Monday, July 8, 2013

On different depictions of Hidden Markov Models

During my Diploma thesis I read most literature about Hidden Markov Models from the speech community. Since I arrived at Tech and started reading more about the Machine Learning perspective on these models I noticed a difference in depiction of Hidden Markov Models. In this post I want to argue why I think the "old" speech depiction is a bit more expressive.

The old depiction is a state machine. Each state of the HMM is depicted as a circle and the arrows
show how one can "travel" through the model. I saw this depiction in the classic Rabiner papers.

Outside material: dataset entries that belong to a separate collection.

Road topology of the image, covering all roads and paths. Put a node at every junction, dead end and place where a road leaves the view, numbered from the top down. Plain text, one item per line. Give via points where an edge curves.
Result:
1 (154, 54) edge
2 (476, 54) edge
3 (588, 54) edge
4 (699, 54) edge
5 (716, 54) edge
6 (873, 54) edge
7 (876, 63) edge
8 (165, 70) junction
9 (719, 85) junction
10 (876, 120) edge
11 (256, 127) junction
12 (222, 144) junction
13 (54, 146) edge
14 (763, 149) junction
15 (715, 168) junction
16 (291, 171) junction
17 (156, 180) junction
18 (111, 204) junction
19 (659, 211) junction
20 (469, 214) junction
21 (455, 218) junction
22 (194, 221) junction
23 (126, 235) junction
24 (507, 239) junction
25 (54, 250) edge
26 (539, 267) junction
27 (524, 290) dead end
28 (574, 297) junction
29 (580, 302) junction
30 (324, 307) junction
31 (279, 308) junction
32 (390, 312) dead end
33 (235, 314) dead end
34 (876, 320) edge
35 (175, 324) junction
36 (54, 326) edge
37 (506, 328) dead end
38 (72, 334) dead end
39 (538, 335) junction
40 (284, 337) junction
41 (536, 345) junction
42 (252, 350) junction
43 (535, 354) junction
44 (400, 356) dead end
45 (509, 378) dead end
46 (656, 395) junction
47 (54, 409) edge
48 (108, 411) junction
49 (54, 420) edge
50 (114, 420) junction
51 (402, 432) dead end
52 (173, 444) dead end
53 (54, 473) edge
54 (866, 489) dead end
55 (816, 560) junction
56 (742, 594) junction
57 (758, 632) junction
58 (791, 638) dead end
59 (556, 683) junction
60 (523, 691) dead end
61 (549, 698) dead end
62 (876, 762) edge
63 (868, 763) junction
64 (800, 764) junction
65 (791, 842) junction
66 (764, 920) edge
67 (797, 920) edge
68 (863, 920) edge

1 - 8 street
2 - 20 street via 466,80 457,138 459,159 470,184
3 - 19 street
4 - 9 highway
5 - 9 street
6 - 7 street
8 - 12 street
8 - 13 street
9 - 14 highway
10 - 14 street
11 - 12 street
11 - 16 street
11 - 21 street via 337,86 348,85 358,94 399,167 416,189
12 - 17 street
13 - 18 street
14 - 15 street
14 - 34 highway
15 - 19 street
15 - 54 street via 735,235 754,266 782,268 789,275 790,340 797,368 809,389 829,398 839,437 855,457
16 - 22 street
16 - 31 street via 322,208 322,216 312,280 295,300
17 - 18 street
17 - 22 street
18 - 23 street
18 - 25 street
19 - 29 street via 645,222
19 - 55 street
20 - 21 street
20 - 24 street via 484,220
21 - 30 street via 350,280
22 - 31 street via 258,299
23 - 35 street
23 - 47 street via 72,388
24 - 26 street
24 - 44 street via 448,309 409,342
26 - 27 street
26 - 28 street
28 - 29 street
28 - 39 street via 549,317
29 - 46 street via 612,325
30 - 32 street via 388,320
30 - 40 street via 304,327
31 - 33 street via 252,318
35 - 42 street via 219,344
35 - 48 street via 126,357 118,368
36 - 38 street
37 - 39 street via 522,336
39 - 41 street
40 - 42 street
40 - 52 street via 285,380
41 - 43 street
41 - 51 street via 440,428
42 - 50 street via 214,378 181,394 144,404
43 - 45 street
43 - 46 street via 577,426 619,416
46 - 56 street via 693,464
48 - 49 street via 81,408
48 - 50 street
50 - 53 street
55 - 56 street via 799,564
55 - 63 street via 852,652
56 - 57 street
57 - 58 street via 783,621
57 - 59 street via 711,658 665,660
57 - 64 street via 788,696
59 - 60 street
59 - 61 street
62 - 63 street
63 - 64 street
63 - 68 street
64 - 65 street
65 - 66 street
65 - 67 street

In the second representation is a Hidden Markov Model as a Bayes Network. There are two kinds of nodes. The one at the top show a discrete variable, only dependent on it's successor. Encoded in this node are the transition probabilities. Or in other words the state machine is encoded in each of these nodes. There are as many transition nodes as there are samples in the time series. The nodes at the bottom are the observation probabilities which are not seen in the model from the speech community. 


I think if one only publishes the second depiction it does not tell much about the model itself. One already assumes that there are observation distributions in an HMM so why depict them. Second just drawing as many nodes as there are samples is weird for me for two reasons. The first reason is that we do not depict anything about the transition model, which is the only thing to model in an HMM. The second reason is that the number of samples or time slices does not matter at all for an HMM. So I think  drawing the state machine is a way better way of showing your model then making the ML depiction that does not tell much of your specific model except that it is an HMM. Just to make my point more clear. The second model, even when specifying in the text that we use 3 states could be the top model or the one at the bottom, without the reader knowing.



However, explaining inference algorithms such as variable elimination is easier in the middle model, but for specific models I prefer the state machine depiction.